Does he like the idea of catching easy dimes from a playmaking center like Jokic? Yes? Great, then build around the 23-year-old Serbian superstar as planned. Maybe not? Perhaps a King prefers the ball running through him first, second and always? No problem. Trade Jokic for something big – another superstar, a boatload of draft inventory, anyone who LeBron would like to see accompany him to Denver. 

What. Ever. It. Takes. 

But here’s the thing: Denver isn’t exactly the Little Sisters of the Poor, here. Aside from an appealing existing core, there are other real, tangible reasons for LeBron James to come to Denver. Go ahead, start laughing, but hear me out. 

First, Denver is a place where James could win – a title, that is. And I don’t want to hear the argument that it’s easier in the East, either. With Philly and Boston emerging, the East hasn’t gotten any easier. Besides, James was right there, knocking on the door for another ring, with an aging (and underperforming) Kevin Love and a “bunch of guys.” Face it, Cleveland has nothing. But also look at Houston; the Rockets had their shot to beat Golden State with James Harden and “some guys” (had Chris Paul been healthy, they might have gotten it done). Denver is currently much more than just a bunch of guys. 

The Nuggets young core is often praised around the NBA; it was raved about heading into the season – ESPN even claimed the Nuggets were replicating the Warriors’ blueprint for winning a championship. The Nuggets are made up of emerging stars – Harris, Murray and Jokic are widely viewed that way. They’re all extremely young – 23, 21 and 23, respectively. Much like the Sixers, Denver’s roster is one of those “a matter of when” not “a matter if” situations, meaning, the talent is there, it’s mostly a matter of time. 

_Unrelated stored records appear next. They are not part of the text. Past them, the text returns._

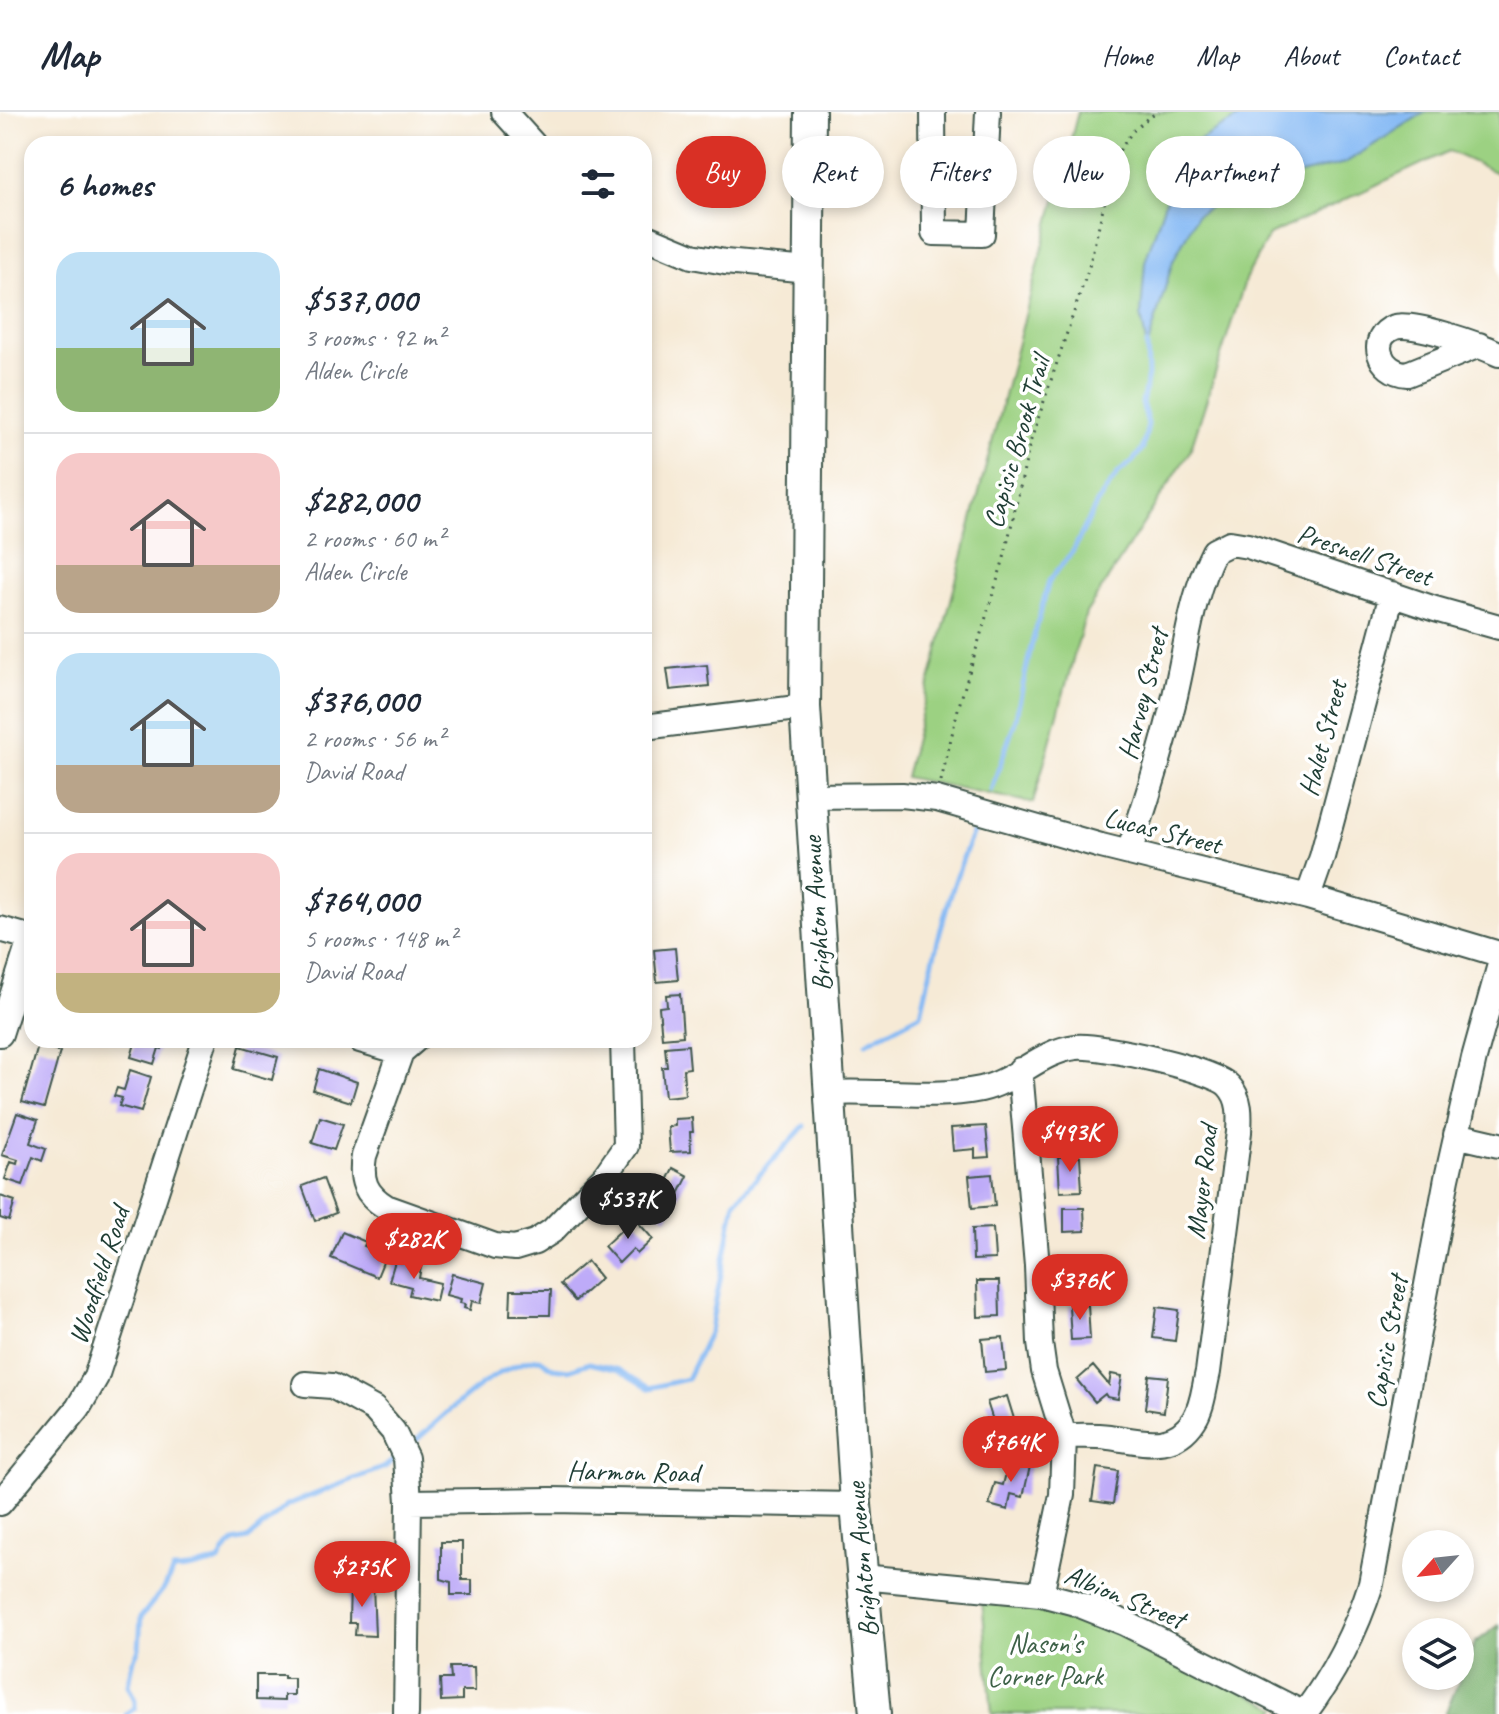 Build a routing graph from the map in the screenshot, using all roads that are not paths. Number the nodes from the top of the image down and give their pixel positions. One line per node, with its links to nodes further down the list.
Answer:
1 (504, 112): 5 (street)
2 (810, 112): 7 (main road, Brighton Avenue)
3 (933, 112): 4 (street)
4 (988, 112)
5 (526, 136)
6 (652, 239): 7 (street)
7 (808, 270): 11 (main road, Brighton Avenue)
8 (1214, 551): 9 (street, Presnell Street); 14 (street, Harvey Street)
9 (1392, 594): 10 (street, Presnell Street); 15 (street, Halet Street)
10 (1499, 627)
11 (805, 707): 12 (street); 13 (main road, Brighton Avenue)
12 (652, 726)
13 (809, 796): 14 (street, Lucas Street); 26 (main road, Brighton Avenue)
14 (1129, 852): 15 (street, Lucas Street)
15 (1308, 897): 18 (street, Lucas Street)
16 (0, 929): 17 (street)
17 (24, 936)
18 (1499, 954)
19 (24, 960): 21 (street)
20 (1499, 968): 27 (street, Capisic Street)
21 (0, 1034)
22 (202, 1048): 32 (street, Woodfield Road)
23 (407, 1048): 24 (street)
24 (623, 1048)
25 (1020, 1070): 26 (street, Mayer Road); 30 (street); 30 (street, Mayer Road)
26 (828, 1093): 33 (main road, Brighton Avenue)
27 (1456, 1135): 28 (street); 38 (street, Capisic Street)
28 (1499, 1145)
29 (305, 1384): 31 (street)
30 (1064, 1436): 35 (street)
31 (409, 1502): 33 (street, Harmon Road); 36 (street)
32 (0, 1503)
33 (856, 1505): 34 (main road, Brighton Avenue)
34 (862, 1577): 35 (street, Albion Street); 37 (main road, Brighton Avenue)
35 (1041, 1594): 38 (street, Albion Street)
36 (406, 1714)
37 (875, 1714)
38 (1304, 1714) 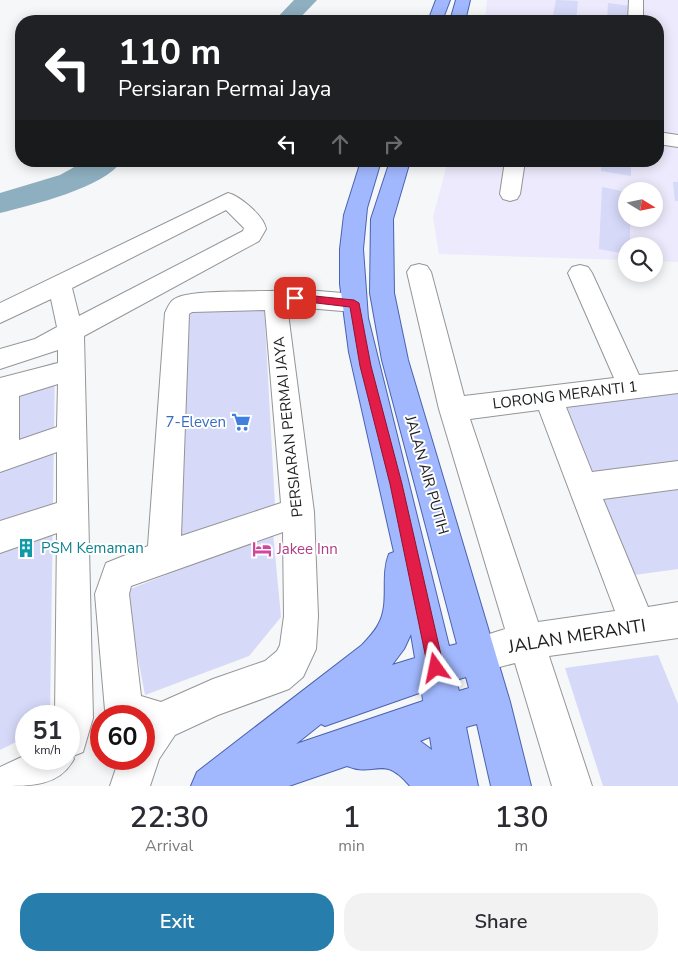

Then there’s the coach. Michael Malone has his flaws, but relationships with players is not one of them. Not only does the Nuggets coach have a great reputation amongst plenty of NBA players, but LeBron James might be one them. As an assistant in Cleveland for five years, Malone coached James, and it seems as if there’s a solid mutual respect there. Those around the Nuggets will generally point toward Malone’s influence when it came to the recruitment of Millsap. Why not dangle that bait for an even bigger fish? 

Perhaps bigger than all of that, however, is that James has some kind of relationship with the Kroenke Family. I say “some kind” because it would be irresponsible for me to accurately classify that relationship, but still, it does exist. It was just under two years ago that The King enjoyed some time on the family yacht off the coast of Italy with, among others, Josh Kroenke. Now, I don’t know much about yachts (I’m more of a Carnival Cruise Line guy), but I’d presume that guests, or even guests of guests, exchange cell phone numbers (and not of the burner phone variety either, Mr. Colangelo). 

Call this all “fake news” if you’d like – it’s actually more of a suggestion for Nuggets brass to dream big – but make no mistake, there’s a legitimate pitch to be made to The King. 

I say get on the horn, fire up the yacht, and get the greatest player on the planet sized up with those sweet new threads. 

Hey Nuggets, why not dream big? King big.